## Required work:
Would you transcribe the listing that follows word for word, skipping pictures?

══ Input data ══

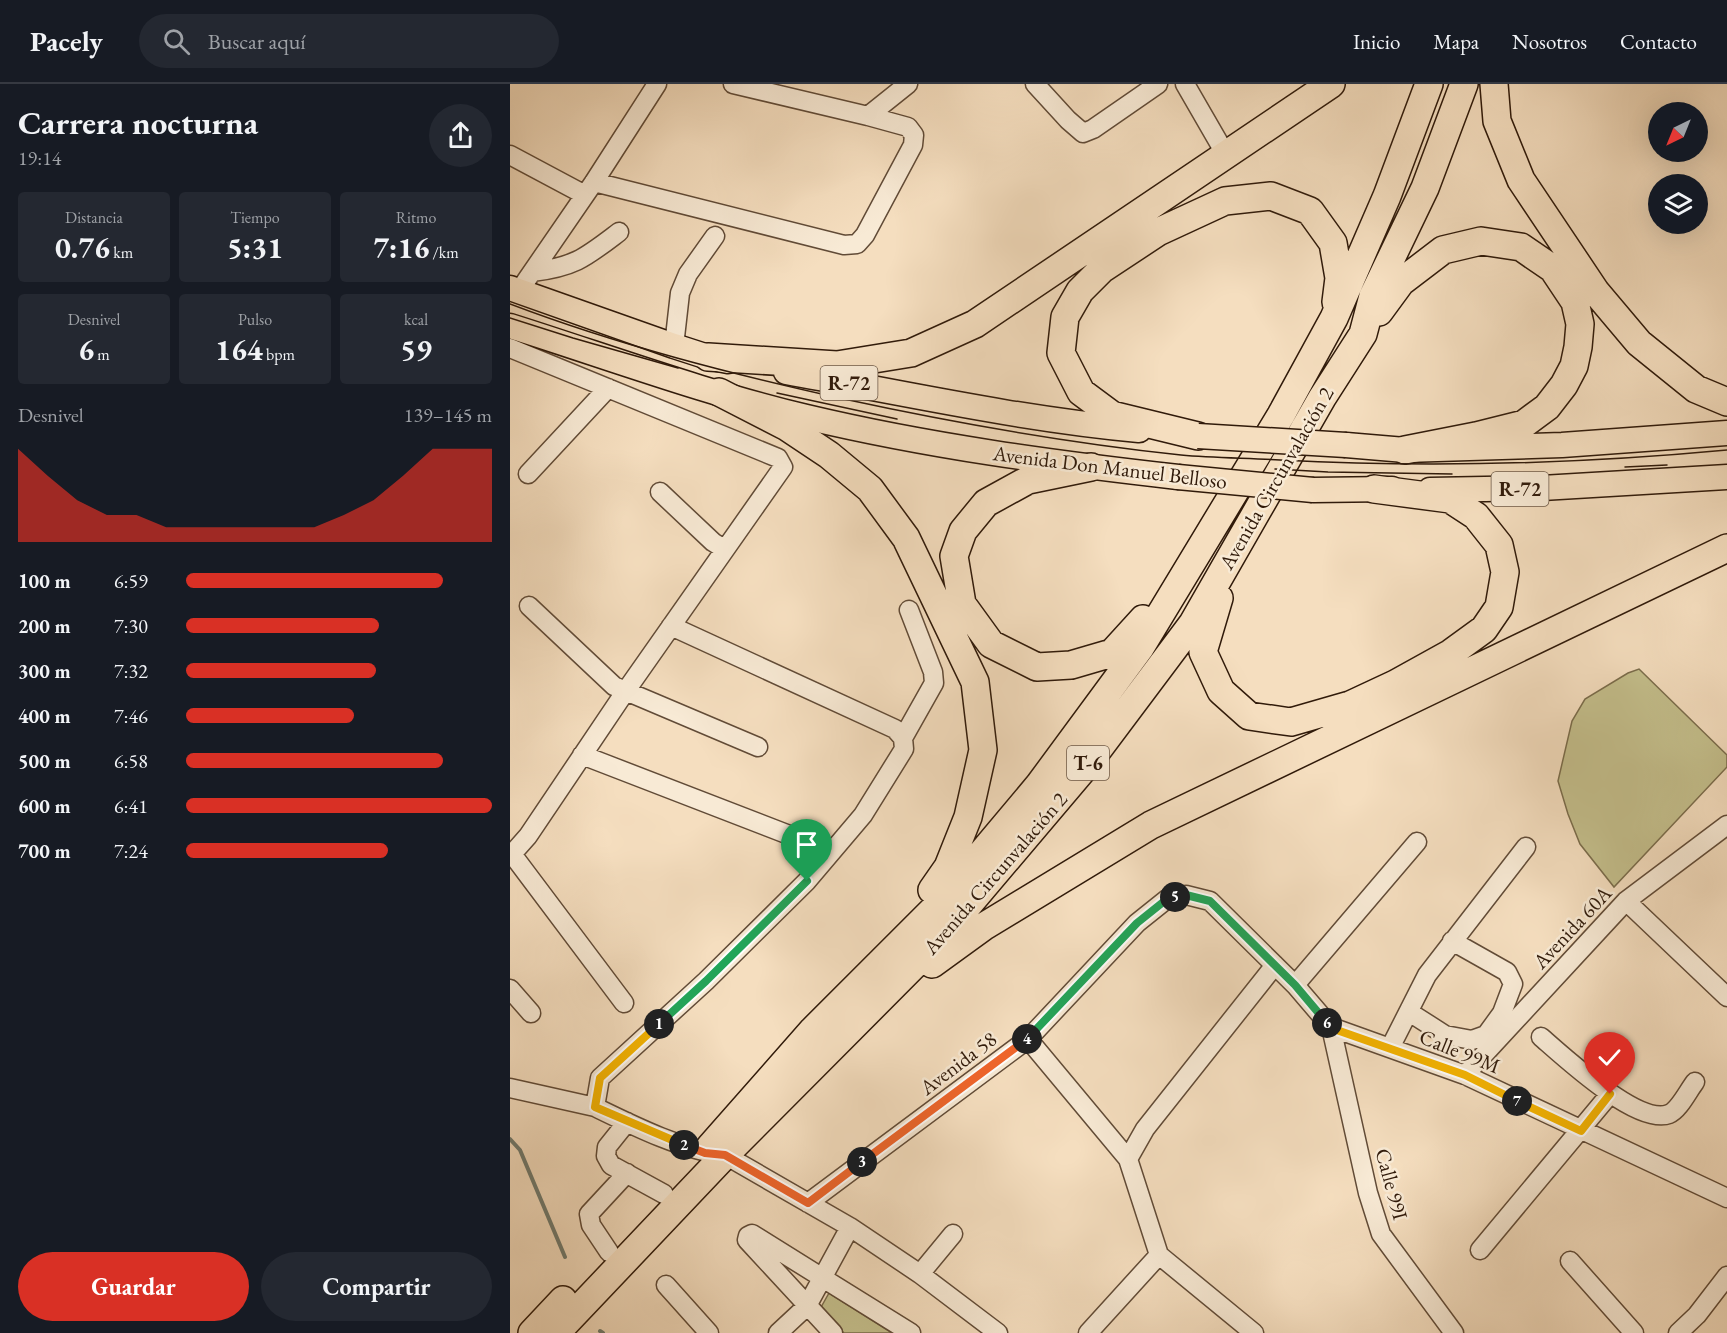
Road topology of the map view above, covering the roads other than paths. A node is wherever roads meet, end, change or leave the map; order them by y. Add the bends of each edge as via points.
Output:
1 (657, 84) edge
2 (734, 84) edge
3 (908, 84) edge
4 (1035, 84) edge
5 (1158, 84) edge
6 (1185, 84) edge
7 (1331, 84) edge
8 (1429, 84) edge
9 (1464, 84) edge
10 (1494, 84) edge
11 (868, 116) junction
12 (1226, 154) junction
13 (510, 155) edge
14 (589, 189) junction
15 (619, 232) dead end
16 (715, 236) dead end
17 (520, 284) edge
18 (1334, 318) junction
19 (510, 326) edge
20 (1363, 334) junction
21 (674, 346) junction
22 (510, 348) edge
23 (708, 357) junction
24 (608, 388) junction
25 (719, 392) junction
26 (1727, 402) edge
27 (1727, 434) edge
28 (1198, 436) junction
29 (1405, 450) junction
30 (1091, 467) junction
31 (528, 474) dead end
32 (1727, 477) edge
33 (1374, 489) junction
34 (660, 492) dead end
35 (1263, 503) junction
36 (1727, 548) edge
37 (724, 549) junction
38 (1187, 572) junction
39 (529, 606) dead end
40 (909, 609) dead end
41 (671, 626) junction
42 (625, 692) junction
43 (903, 738) junction
44 (758, 747) dead end
45 (582, 755) junction
46 (1727, 825) edge
47 (796, 838) dead end
48 (1418, 842) dead end
49 (1526, 847) dead end
50 (511, 854) edge
51 (1626, 901) junction
52 (1452, 941) junction
53 (886, 957) junction
54 (1275, 965) junction
55 (1295, 985) junction
56 (510, 989) edge
57 (1727, 997) edge
58 (624, 1003) dead end
59 (871, 1009) junction
60 (1409, 1012) junction
61 (531, 1013) dead end
62 (1331, 1028) junction
63 (1540, 1037) dead end
64 (1028, 1039) junction
65 (1390, 1048) junction
66 (1465, 1075) junction
67 (1695, 1082) dead end
68 (510, 1088) edge
69 (1610, 1094) junction
70 (595, 1107) junction
71 (627, 1122) junction
72 (1581, 1131) junction
73 (715, 1154) junction
74 (1128, 1159) junction
75 (627, 1173) junction
76 (664, 1194) junction
77 (1727, 1198) edge
78 (808, 1203) junction
79 (850, 1227) junction
80 (953, 1234) dead end
81 (1480, 1250) dead end
82 (609, 1252) junction
83 (1159, 1255) junction
84 (1570, 1261) dead end
85 (920, 1274) junction
86 (1727, 1276) edge
87 (822, 1278) junction
88 (666, 1285) dead end
89 (807, 1306) junction
90 (994, 1332) edge
91 (532, 1333) edge
92 (556, 1333) edge
93 (709, 1333) edge
94 (778, 1333) edge
95 (833, 1333) edge
96 (911, 1333) edge
97 (1088, 1333) edge
98 (1254, 1333) edge
99 (1454, 1333) edge
100 (1634, 1333) edge
101 (1678, 1333) edge

1 - 14 street
2 - 11 street
3 - 11 street
4 - 5 street via 1083,133
6 - 12 street
7 - 12 highway
8 - 18 highway, Avenida Circunvalación 2 / T-6 via 1387,196
9 - 20 highway, Avenida Circunvalación 2 / T-6 via 1425,188 1373,296
10 - 26 highway via 1497,121 1521,180 1596,292 1639,343 1696,389
11 - 14 street via 908,127 914,135 913,145 857,244 844,245
12 - 23 highway via 975,324 911,353 837,365
13 - 14 street
14 - 17 street
15 - 17 street via 586,257
16 - 21 street via 688,274 680,293
17 - 21 main road, Avenida Don Manuel Belloso / R-72
18 - 28 highway via 1340,278 1333,243 1310,211 1271,195 1225,201 1158,232 1102,269 1080,291 1065,317 1061,353 1081,392 1112,415
18 - 38 highway, Avenida Circunvalación 2 / T-6
19 - 25 main road, Avenida Don Manuel Belloso / R-72
20 - 29 highway via 1401,282 1443,250 1481,241 1521,247 1553,269 1575,302 1580,324 1574,366 1547,407 1524,424
20 - 35 highway, Avenida Circunvalación 2 / T-6
21 - 23 main road, Avenida Don Manuel Belloso / R-72
22 - 24 street
23 - 28 main road, Avenida Don Manuel Belloso / R-72 via 1082,425
24 - 31 street
24 - 37 street via 778,458 783,466
25 - 30 main road, Avenida Don Manuel Belloso / R-72 via 805,417 945,446
25 - 53 highway via 787,427 830,455 870,489 906,538 975,682 984,750 968,817 948,867
27 - 29 main road, Avenida Don Manuel Belloso / R-72
28 - 29 main road, Avenida Don Manuel Belloso / R-72, bridge
30 - 33 main road, Avenida Don Manuel Belloso / R-72, bridge via 1313,489
30 - 38 highway via 1028,480 986,503 963,531 954,556 962,604 991,644 1037,667 1071,665 1112,653
32 - 33 main road, Avenida Don Manuel Belloso / R-72 via 1542,488
33 - 35 highway via 1450,499 1476,516 1499,545 1505,572 1499,607 1484,629 1404,679 1350,705 1291,722 1249,716 1221,691 1203,652 1215,608
34 - 37 street
35 - 59 highway, Avenida Circunvalación 2 / T-6 via 1193,623 1085,767 936,943
36 - 59 highway via 1151,825 983,927
37 - 41 street
38 - 53 highway, Avenida Circunvalación 2 / T-6 via 1140,648 1039,785 940,903
39 - 42 street
40 - 43 street via 934,682
41 - 42 street
41 - 43 street via 895,729
42 - 44 street
42 - 45 street
43 - 70 street via 904,749 863,815 798,890 600,1078
45 - 47 street
45 - 50 street via 528,836
46 - 51 street, Avenida 60A
48 - 55 street
49 - 52 street
50 - 58 street
51 - 57 street
51 - 66 street, Avenida 60A
52 - 60 street via 1427,975
52 - 60 street via 1507,972 1513,984 1502,1013 1486,1035 1472,1040 1445,1035
53 - 73 highway, Avenida Circunvalación 2 / T-6 via 813,1030
54 - 55 street
54 - 64 street, Avenida 58 via 1210,901 1186,895 1167,899 1137,923
54 - 74 street via 1145,1129
55 - 62 street
56 - 61 street
59 - 73 highway, Avenida Circunvalación 2 / T-6
60 - 65 street
62 - 65 street, Calle 99M
62 - 99 street, Calle 99I via 1381,1233
63 - 69 street
64 - 74 street
64 - 78 street, Avenida 58
65 - 66 street, Calle 99M
66 - 72 street, Calle 99M
67 - 69 street via 1672,1113 1661,1116 1648,1115
68 - 70 street
69 - 72 street
70 - 71 street
71 - 73 street
71 - 75 street via 607,1147 606,1156 611,1165
72 - 77 street, Calle 99M
72 - 81 street
73 - 76 highway, Avenida Circunvalación 2 / T-6
73 - 78 street
73 - 92 highway, Avenida Circunvalación 2 / T-6
74 - 83 street
75 - 76 street
75 - 82 street via 589,1214 591,1225
76 - 82 highway, Avenida Circunvalación 2 / T-6
78 - 79 street
79 - 85 street
79 - 87 street
80 - 85 street
82 - 91 highway, Avenida Circunvalación 2 / T-6
83 - 97 street
83 - 98 street
84 - 100 street
85 - 90 street
86 - 101 street
87 - 89 street
87 - 89 street via 752,1234 748,1236 747,1240
87 - 96 street
88 - 93 street
89 - 94 street
89 - 95 street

═══

## Output for this exercise:
Road topology of the map view above, covering the roads other than paths. A node is wherever roads meet, end, change or leave the map; order them by y. Add the bends of each edge as via points.
Output:
1 (657, 84) edge
2 (734, 84) edge
3 (908, 84) edge
4 (1035, 84) edge
5 (1158, 84) edge
6 (1185, 84) edge
7 (1331, 84) edge
8 (1429, 84) edge
9 (1464, 84) edge
10 (1494, 84) edge
11 (868, 116) junction
12 (1226, 154) junction
13 (510, 155) edge
14 (589, 189) junction
15 (619, 232) dead end
16 (715, 236) dead end
17 (520, 284) edge
18 (1334, 318) junction
19 (510, 326) edge
20 (1363, 334) junction
21 (674, 346) junction
22 (510, 348) edge
23 (708, 357) junction
24 (608, 388) junction
25 (719, 392) junction
26 (1727, 402) edge
27 (1727, 434) edge
28 (1198, 436) junction
29 (1405, 450) junction
30 (1091, 467) junction
31 (528, 474) dead end
32 (1727, 477) edge
33 (1374, 489) junction
34 (660, 492) dead end
35 (1263, 503) junction
36 (1727, 548) edge
37 (724, 549) junction
38 (1187, 572) junction
39 (529, 606) dead end
40 (909, 609) dead end
41 (671, 626) junction
42 (625, 692) junction
43 (903, 738) junction
44 (758, 747) dead end
45 (582, 755) junction
46 (1727, 825) edge
47 (796, 838) dead end
48 (1418, 842) dead end
49 (1526, 847) dead end
50 (511, 854) edge
51 (1626, 901) junction
52 (1452, 941) junction
53 (886, 957) junction
54 (1275, 965) junction
55 (1295, 985) junction
56 (510, 989) edge
57 (1727, 997) edge
58 (624, 1003) dead end
59 (871, 1009) junction
60 (1409, 1012) junction
61 (531, 1013) dead end
62 (1331, 1028) junction
63 (1540, 1037) dead end
64 (1028, 1039) junction
65 (1390, 1048) junction
66 (1465, 1075) junction
67 (1695, 1082) dead end
68 (510, 1088) edge
69 (1610, 1094) junction
70 (595, 1107) junction
71 (627, 1122) junction
72 (1581, 1131) junction
73 (715, 1154) junction
74 (1128, 1159) junction
75 (627, 1173) junction
76 (664, 1194) junction
77 (1727, 1198) edge
78 (808, 1203) junction
79 (850, 1227) junction
80 (953, 1234) dead end
81 (1480, 1250) dead end
82 (609, 1252) junction
83 (1159, 1255) junction
84 (1570, 1261) dead end
85 (920, 1274) junction
86 (1727, 1276) edge
87 (822, 1278) junction
88 (666, 1285) dead end
89 (807, 1306) junction
90 (994, 1332) edge
91 (532, 1333) edge
92 (556, 1333) edge
93 (709, 1333) edge
94 (778, 1333) edge
95 (833, 1333) edge
96 (911, 1333) edge
97 (1088, 1333) edge
98 (1254, 1333) edge
99 (1454, 1333) edge
100 (1634, 1333) edge
101 (1678, 1333) edge

1 - 14 street
2 - 11 street
3 - 11 street
4 - 5 street via 1083,133
6 - 12 street
7 - 12 highway
8 - 18 highway, Avenida Circunvalación 2 / T-6 via 1387,196
9 - 20 highway, Avenida Circunvalación 2 / T-6 via 1425,188 1373,296
10 - 26 highway via 1497,121 1521,180 1596,292 1639,343 1696,389
11 - 14 street via 908,127 914,135 913,145 857,244 844,245
12 - 23 highway via 975,324 911,353 837,365
13 - 14 street
14 - 17 street
15 - 17 street via 586,257
16 - 21 street via 688,274 680,293
17 - 21 main road, Avenida Don Manuel Belloso / R-72
18 - 28 highway via 1340,278 1333,243 1310,211 1271,195 1225,201 1158,232 1102,269 1080,291 1065,317 1061,353 1081,392 1112,415
18 - 38 highway, Avenida Circunvalación 2 / T-6
19 - 25 main road, Avenida Don Manuel Belloso / R-72
20 - 29 highway via 1401,282 1443,250 1481,241 1521,247 1553,269 1575,302 1580,324 1574,366 1547,407 1524,424
20 - 35 highway, Avenida Circunvalación 2 / T-6
21 - 23 main road, Avenida Don Manuel Belloso / R-72
22 - 24 street
23 - 28 main road, Avenida Don Manuel Belloso / R-72 via 1082,425
24 - 31 street
24 - 37 street via 778,458 783,466
25 - 30 main road, Avenida Don Manuel Belloso / R-72 via 805,417 945,446
25 - 53 highway via 787,427 830,455 870,489 906,538 975,682 984,750 968,817 948,867
27 - 29 main road, Avenida Don Manuel Belloso / R-72
28 - 29 main road, Avenida Don Manuel Belloso / R-72, bridge
30 - 33 main road, Avenida Don Manuel Belloso / R-72, bridge via 1313,489
30 - 38 highway via 1028,480 986,503 963,531 954,556 962,604 991,644 1037,667 1071,665 1112,653
32 - 33 main road, Avenida Don Manuel Belloso / R-72 via 1542,488
33 - 35 highway via 1450,499 1476,516 1499,545 1505,572 1499,607 1484,629 1404,679 1350,705 1291,722 1249,716 1221,691 1203,652 1215,608
34 - 37 street
35 - 59 highway, Avenida Circunvalación 2 / T-6 via 1193,623 1085,767 936,943
36 - 59 highway via 1151,825 983,927
37 - 41 street
38 - 53 highway, Avenida Circunvalación 2 / T-6 via 1140,648 1039,785 940,903
39 - 42 street
40 - 43 street via 934,682
41 - 42 street
41 - 43 street via 895,729
42 - 44 street
42 - 45 street
43 - 70 street via 904,749 863,815 798,890 600,1078
45 - 47 street
45 - 50 street via 528,836
46 - 51 street, Avenida 60A
48 - 55 street
49 - 52 street
50 - 58 street
51 - 57 street
51 - 66 street, Avenida 60A
52 - 60 street via 1427,975
52 - 60 street via 1507,972 1513,984 1502,1013 1486,1035 1472,1040 1445,1035
53 - 73 highway, Avenida Circunvalación 2 / T-6 via 813,1030
54 - 55 street
54 - 64 street, Avenida 58 via 1210,901 1186,895 1167,899 1137,923
54 - 74 street via 1145,1129
55 - 62 street
56 - 61 street
59 - 73 highway, Avenida Circunvalación 2 / T-6
60 - 65 street
62 - 65 street, Calle 99M
62 - 99 street, Calle 99I via 1381,1233
63 - 69 street
64 - 74 street
64 - 78 street, Avenida 58
65 - 66 street, Calle 99M
66 - 72 street, Calle 99M
67 - 69 street via 1672,1113 1661,1116 1648,1115
68 - 70 street
69 - 72 street
70 - 71 street
71 - 73 street
71 - 75 street via 607,1147 606,1156 611,1165
72 - 77 street, Calle 99M
72 - 81 street
73 - 76 highway, Avenida Circunvalación 2 / T-6
73 - 78 street
73 - 92 highway, Avenida Circunvalación 2 / T-6
74 - 83 street
75 - 76 street
75 - 82 street via 589,1214 591,1225
76 - 82 highway, Avenida Circunvalación 2 / T-6
78 - 79 street
79 - 85 street
79 - 87 street
80 - 85 street
82 - 91 highway, Avenida Circunvalación 2 / T-6
83 - 97 street
83 - 98 street
84 - 100 street
85 - 90 street
86 - 101 street
87 - 89 street
87 - 89 street via 752,1234 748,1236 747,1240
87 - 96 street
88 - 93 street
89 - 94 street
89 - 95 street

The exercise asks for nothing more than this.